Sunday, January 19, 2014

Gingerbread Biscotti

Gingerbread Biscotti
1 cup blanched almonds
¾ cup sugar
½ cup butter or margarine
½ cup dark molasses
¼ cup minced fresh ginger
3 large eggs
 3 cups all purpose flour
1 ½ teaspoons baking powder
1 teaspoon ground cinnamon and nutmeg
½ teaspoon ground cloves and allspice

Place almonds in an 8-9 inch square pan. Bake in a 350 oven until golden, 10 to 15 minutes. Let cool. Coarsely shop and set aside.
                In large bowl of an electric mixer, beat sugar, butter, molasses, and ginger until smooth.
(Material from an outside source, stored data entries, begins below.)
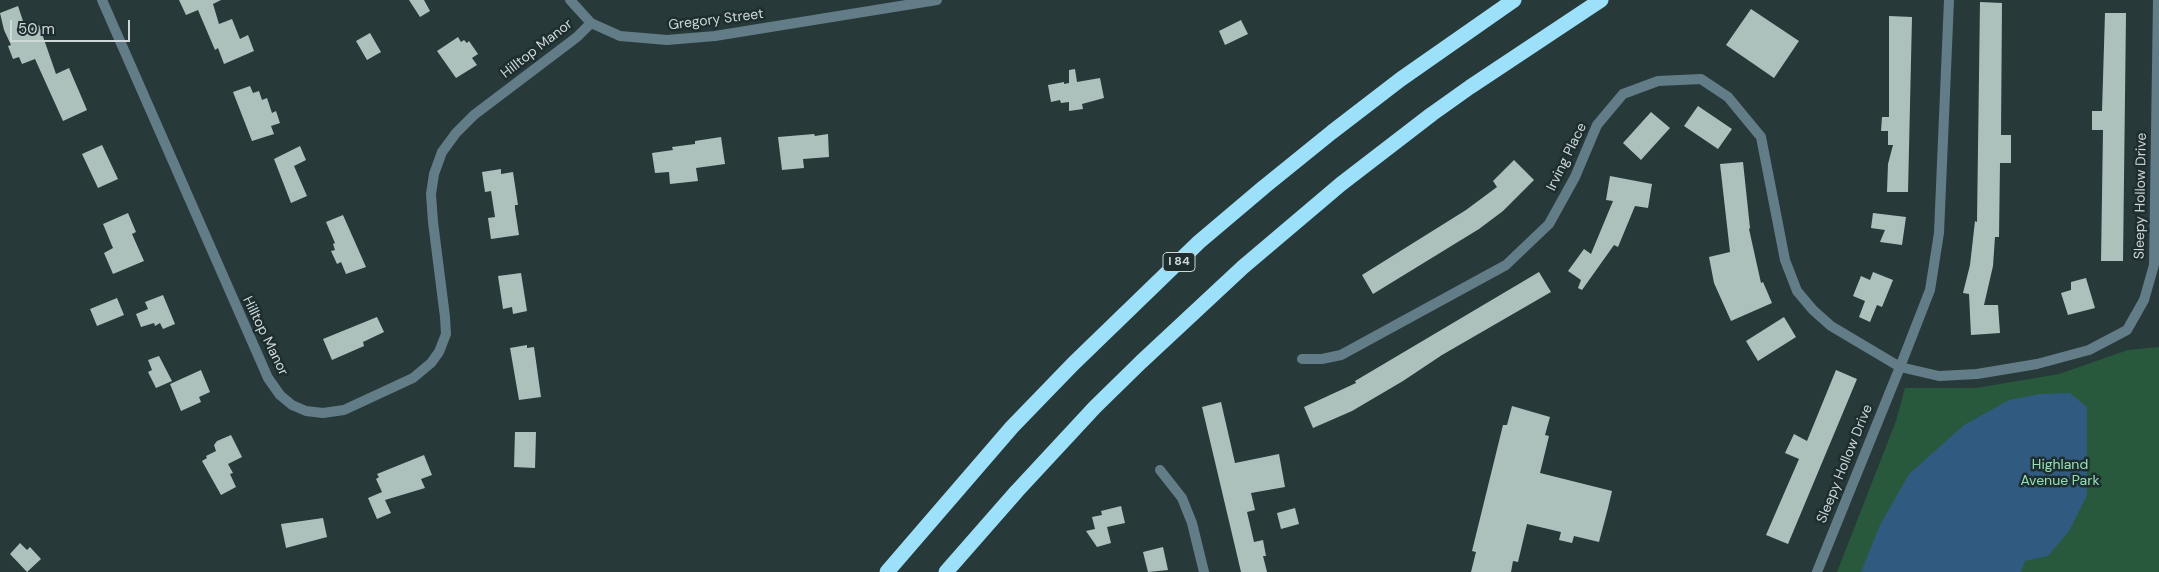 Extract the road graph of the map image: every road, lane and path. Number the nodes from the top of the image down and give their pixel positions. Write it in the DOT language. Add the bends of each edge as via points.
graph roads {
  1 [pos="102,0"];
  2 [pos="570,0"];
  3 [pos="937,0"];
  4 [pos="1514,0"];
  5 [pos="1601,0"];
  6 [pos="1949,0"];
  7 [pos="2158,0"];
  8 [pos="926,1"];
  9 [pos="591,23"];
  10 [pos="1302,359"];
  11 [pos="1900,367"];
  12 [pos="1160,470"];
  13 [pos="887,572"];
  14 [pos="946,572"];
  15 [pos="1204,572"];
  16 [pos="1817,572"];
  1 -- 9 [label="street, Hilltop Manor" via="268,378 292,405 323,413 344,410 413,378 439,352 446,334 431,194 442,152 474,115 577,38"];
  2 -- 9 [label="street, Gregory Street"];
  3 -- 8 [label="street, Gregory Street"];
  4 -- 13 [label="highway, I 84" via="1332,132 1200,242 1012,427"];
  5 -- 14 [label="highway" via="1432,114 1243,266 1095,407"];
  6 -- 11 [label="street, Sleepy Hollow Drive" via="1939,233 1930,290"];
  7 -- 11 [label="street, Sleepy Hollow Drive" via="2154,265 2144,300 2127,330 2089,350 1986,373 1939,376"];
  8 -- 9 [label="street, Gregory Street" via="715,36 666,40 620,36"];
  10 -- 11 [label="street, Irving Place" via="1341,355 1506,265 1549,224 1575,177 1597,125 1623,94 1658,81 1701,79 1728,97 1761,137 1785,260 1797,291 1832,326"];
  11 -- 16 [label="street, Sleepy Hollow Drive"];
  12 -- 15 [label="street" via="1182,498"];
} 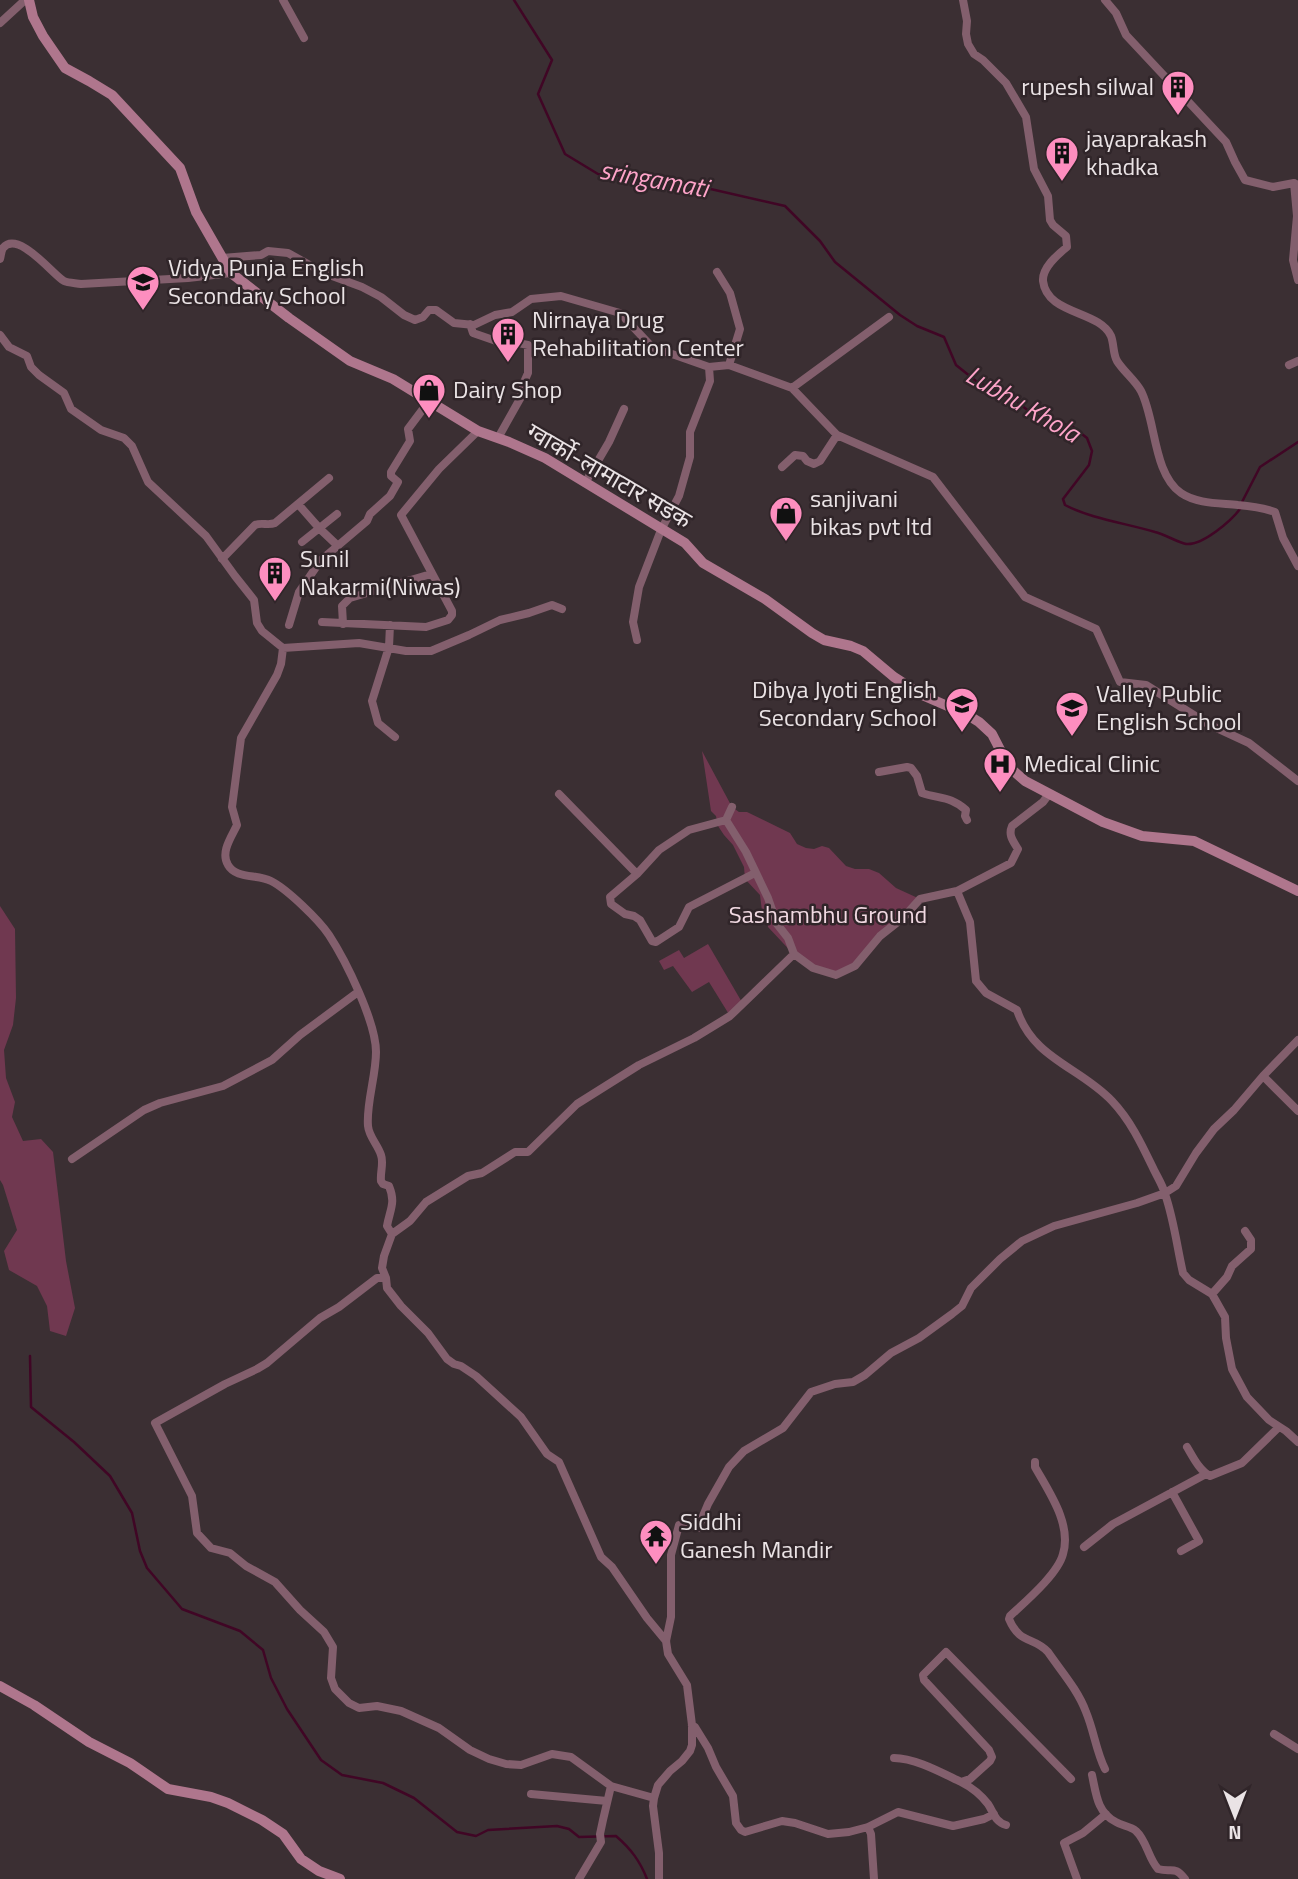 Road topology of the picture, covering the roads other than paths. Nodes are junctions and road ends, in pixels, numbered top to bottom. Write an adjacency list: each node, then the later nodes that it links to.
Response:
1 (27, 0): 5 (street); 9 (main road, ग्वार्को-लामाटार सडक)
2 (283, 0): 6 (street)
3 (963, 0): 35 (street)
4 (1105, 0): 7 (street)
5 (0, 23)
6 (304, 38)
7 (1296, 184): 13 (street)
8 (4, 243): 10 (street); 11 (street)
9 (222, 258): 11 (main road, ग्वार्को-लामाटार सडक); 15 (street)
10 (0, 259)
11 (231, 272): 20 (main road, ग्वार्को-लामाटार सडक)
12 (717, 272): 17 (street)
13 (1298, 280)
14 (888, 317): 19 (street)
15 (470, 324): 18 (street); 24 (street)
16 (0, 335): 34 (street)
17 (729, 365): 18 (street); 19 (street)
18 (709, 367): 31 (street)
19 (792, 388): 23 (street)
20 (429, 401): 22 (main road, ग्वार्को-लामाटार सडक); 33 (street)
21 (624, 409): 27 (street)
22 (478, 431): 24 (main road, ग्वार्को-लामाटार सडक); 36 (street)
23 (837, 435): 25 (street); 47 (street)
24 (498, 438): 27 (main road, ग्वार्को-लामाटार सडक)
25 (782, 467)
26 (329, 478): 28 (street)
27 (585, 483): 31 (main road, ग्वार्को-लामाटार सडक)
28 (298, 504): 30 (street); 34 (street)
29 (337, 514): 30 (street)
30 (320, 529): 32 (street); 33 (street)
31 (661, 530): 42 (street); 49 (main road, ग्वार्को-लामाटार सडक)
32 (302, 542)
33 (338, 546): 40 (street)
34 (222, 559): 44 (street)
35 (1298, 566)
36 (431, 574): 39 (street); 41 (street)
37 (562, 609): 43 (street)
38 (322, 622): 39 (street)
39 (343, 624): 41 (street)
40 (289, 625)
41 (390, 625): 43 (street)
42 (637, 640)
43 (389, 647): 44 (street); 45 (street)
44 (283, 649): 58 (street)
45 (395, 737)
46 (879, 772): 52 (street)
47 (1298, 781)
48 (559, 794): 54 (street)
49 (1049, 794): 55 (street); 56 (main road, ग्वार्को-लामाटार सडक)
50 (732, 807): 51 (street)
51 (726, 820): 53 (street); 54 (street)
52 (967, 820)
53 (755, 873): 54 (street); 57 (street)
54 (637, 874)
55 (957, 891): 57 (street); 63 (street)
56 (1298, 891)
57 (794, 954): 65 (street)
58 (358, 992): 62 (street); 65 (street)
59 (1298, 1040): 60 (street)
60 (1263, 1076): 61 (street); 63 (street)
61 (1298, 1111)
62 (72, 1159)
63 (1165, 1193): 67 (street); 76 (street)
64 (1245, 1231): 67 (street)
65 (392, 1234): 66 (street)
66 (386, 1278): 76 (street); 86 (street)
67 (1212, 1294): 68 (street)
68 (1279, 1427): 69 (street); 72 (street)
69 (1298, 1443)
70 (1187, 1447): 72 (street)
71 (1035, 1462): 82 (street)
72 (1206, 1474): 73 (street)
73 (1172, 1492): 74 (street); 75 (street)
74 (1084, 1547)
75 (1181, 1550)
76 (666, 1641): 78 (street)
77 (0, 1686): 94 (main road)
78 (692, 1726): 88 (street); 93 (street)
79 (1274, 1734): 80 (street)
80 (1298, 1749)
81 (894, 1758): 85 (street)
82 (1105, 1769)
83 (1092, 1775): 91 (street)
84 (1071, 1779): 85 (street)
85 (961, 1782): 90 (street)
86 (611, 1786): 88 (street); 89 (street)
87 (531, 1794): 89 (street)
88 (654, 1798): 96 (street)
89 (607, 1801): 95 (street)
90 (994, 1814): 92 (street); 93 (street)
91 (1106, 1814): 98 (street); 99 (street)
92 (1006, 1825)
93 (868, 1828): 97 (street)
94 (340, 1879)
95 (579, 1879)
96 (659, 1879)
97 (874, 1879)
98 (1077, 1879)
99 (1185, 1879)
Add eggs 1 at a time, beating after each addition.
                In a bowl stir flour, baking powder, cinnamon, nutmeg, cloves, allspice and almonds. Add to egg mixture; stir to blend. On 2 greased 12 by 15 inch baking sheets, use well-floured hands to pat dough into 4 flat loaves, spacing them evenly on sheets; each loaf should be about ½ inch thick, 2 inches wide, and the length of the baking sheet. Bake in a 350 oven until browned at edges and springy to tough, about 25 minutes; switch positions of pans halfway through baking. Let loaves stand on baking sheets until cool to touch, then cut into long, ½ inch thick diagonal slices. On baking sheets, arrange slices close together with a cut side down. Return to oven and bake at 350 until cookies are brown 15 to 18 minutes longer; switch positions of pans halfway through baking.

                Transfer biscotti to racks and let cool completely. Serve or store airtight up to 1 month; freeze for longer storage. Makes about 50. Recipe from a magazine dated November 1988.